I will admit I am excited for the Gex Trilogy remake but that is because I have vivid memories of my childhood being able to get Gex 64 on clearance at Target. Of course as a kid, I wasn't able to get as many games as I do now so I played the hell out of it and loved what I played. I also saw Gex 3 being advertised in Nintendo Power, being confused where Gex 2 was (I was playing it) and then kinda wanting it, but never being able to buy it. I will admit that the games weren't THAT great and the remake is literally for people like me...but still.
I'm still excited for the release of Super Gwimbly Redux Deluxe
I hope he gets his Gwimbly Gun in that. Super Gwimbly Creamin' Corn Edition was shit without it.
The Dead Space remaster sold more than the original Dead Space. People were there but the companies themselves have shifted the definition of success. I can't blame "the community" for that.

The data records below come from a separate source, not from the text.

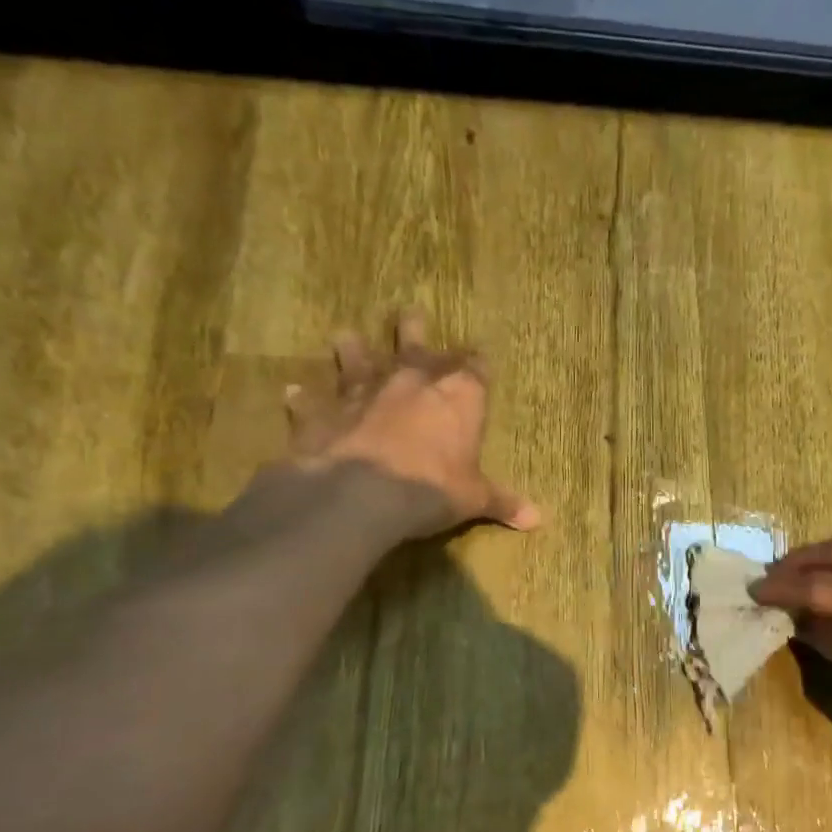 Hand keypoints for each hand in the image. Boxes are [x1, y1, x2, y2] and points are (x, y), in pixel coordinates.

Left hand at [282, 310, 539, 539]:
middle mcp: (411, 380)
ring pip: (357, 358)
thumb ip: (502, 502)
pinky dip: (303, 397)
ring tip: (345, 335)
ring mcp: (363, 391)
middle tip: (409, 312)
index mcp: (457, 394)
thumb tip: (538, 519)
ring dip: (352, 348)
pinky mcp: (324, 412)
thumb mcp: (474, 499)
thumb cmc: (432, 488)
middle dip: (413, 328)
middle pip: (415, 343)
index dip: (477, 363)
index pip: (474, 367)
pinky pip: (311, 400)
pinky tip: (293, 391)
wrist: (363, 494)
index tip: (478, 358) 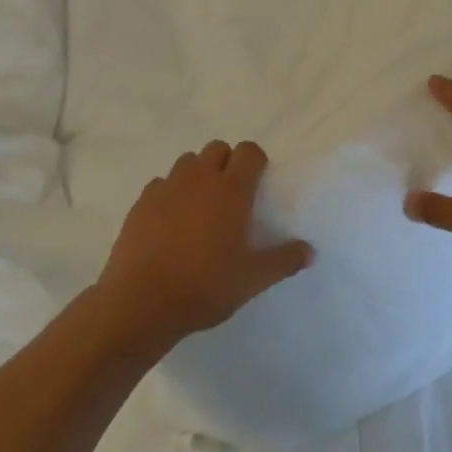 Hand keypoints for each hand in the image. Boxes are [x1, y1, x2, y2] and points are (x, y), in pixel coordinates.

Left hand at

Seriously. It’s weirdly pro-corporate to pretend that the fault lies entirely on the consumer when companies like EA are well-known for setting impossible standards for their studios and shutting them down when those standards aren’t met.
@@egg_l0rd13Yeah I was honestly shocked about the angle the early part of this video took.
EA invest a lot of money in that game to make it perfect. Brokies wouldnt understand.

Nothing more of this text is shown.